Os tipos de diabetes
Diabetes tipo 1: é uma doença autoimune: o corpo destrói as células que produzem insulina no pâncreas, tornando o indivíduo dependente de injeções regulares do hormônio. Representa até 10% dos casos de diabetes.
Diabetes tipo 2: é a versão mais comum, que afeta nove em cada dez diabéticos. Fatores como peso, idade e genética comprometem a fabricação de insulina ou o aproveitamento dela pelo organismo.
Pré-diabetes: é um estado de risco para desenvolver o tipo 2 pra valer. A glicemia costuma ficar entre 100 e 125 mg/dl (acima disso é diabetes).
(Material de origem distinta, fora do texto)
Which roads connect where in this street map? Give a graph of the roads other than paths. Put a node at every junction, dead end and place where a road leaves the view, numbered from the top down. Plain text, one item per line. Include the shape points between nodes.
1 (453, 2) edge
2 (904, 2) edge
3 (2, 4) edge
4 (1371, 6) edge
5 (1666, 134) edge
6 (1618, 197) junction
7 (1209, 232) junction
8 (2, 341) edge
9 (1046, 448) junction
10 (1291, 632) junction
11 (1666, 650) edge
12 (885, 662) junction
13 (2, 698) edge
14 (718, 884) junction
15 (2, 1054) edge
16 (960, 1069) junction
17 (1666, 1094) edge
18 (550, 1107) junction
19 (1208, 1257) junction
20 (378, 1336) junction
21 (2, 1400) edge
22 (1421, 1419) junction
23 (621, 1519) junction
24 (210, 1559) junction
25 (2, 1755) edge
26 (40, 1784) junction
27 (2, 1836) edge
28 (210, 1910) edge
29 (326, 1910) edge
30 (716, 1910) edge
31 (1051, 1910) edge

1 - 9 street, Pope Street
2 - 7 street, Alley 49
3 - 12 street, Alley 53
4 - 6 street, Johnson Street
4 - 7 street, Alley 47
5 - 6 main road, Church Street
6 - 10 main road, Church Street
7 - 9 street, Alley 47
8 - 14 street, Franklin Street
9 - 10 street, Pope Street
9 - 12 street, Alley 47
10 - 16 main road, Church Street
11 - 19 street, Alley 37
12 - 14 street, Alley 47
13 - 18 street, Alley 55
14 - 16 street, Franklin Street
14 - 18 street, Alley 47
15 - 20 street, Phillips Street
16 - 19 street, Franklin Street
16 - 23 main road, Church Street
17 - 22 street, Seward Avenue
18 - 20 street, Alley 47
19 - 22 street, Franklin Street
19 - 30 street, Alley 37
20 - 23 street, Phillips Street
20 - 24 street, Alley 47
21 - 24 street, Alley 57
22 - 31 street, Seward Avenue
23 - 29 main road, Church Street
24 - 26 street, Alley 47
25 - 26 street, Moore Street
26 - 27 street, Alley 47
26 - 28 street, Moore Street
Não deve ser menosprezado, porque já aumenta a propensão a doenças, como as do coração.
Hábitos que sempre ajudam a controlar a glicemia
- Controle a quantidade de açúcar e gordura saturada (carne vermelha, queijos amarelos…) no cardápio. Privilegie verduras, legumes, frutas e cereais integrais.
- Procure reduzir o volume de alimentos industrializados.
- Pratique atividade física — tanto exercícios que fazem suar como os de força — regularmente.
- Programe-se para dormir direito e gerenciar o estresse.
- Monitore a glicemia segundo a orientação médica.
- Faça os exames de acompanhamento recomendados.
- Tome os remédios, incluindo a insulina, no momento e na dosagem indicados.
O que esperar de outras três promessas
Pâncreas artificial: já há dispositivos que checam a glicose e, automaticamente, liberam doses de insulina, como o Minimed 670G. Mas a tecnologia deve evoluir: nos EUA, 40% dos pacientes desistem do uso por problemas técnicos.
Intervenções na flora intestinal: diabéticos apresentam um desequilíbrio entre bactérias “boas” e “ruins” na microbiota, o que dificulta o controle da glicose. Pesquisas buscam agora reverter isso com probióticos ou transplante fecal.
Insulina oral: ela já está em testes na Alemanha. A vantagem em relação à injetável é que passa pelo fígado antes de entrar na corrente sanguínea, o que reduz o risco de ganhar peso e de hipoglicemia. Devemos aguardar alguns anos ainda.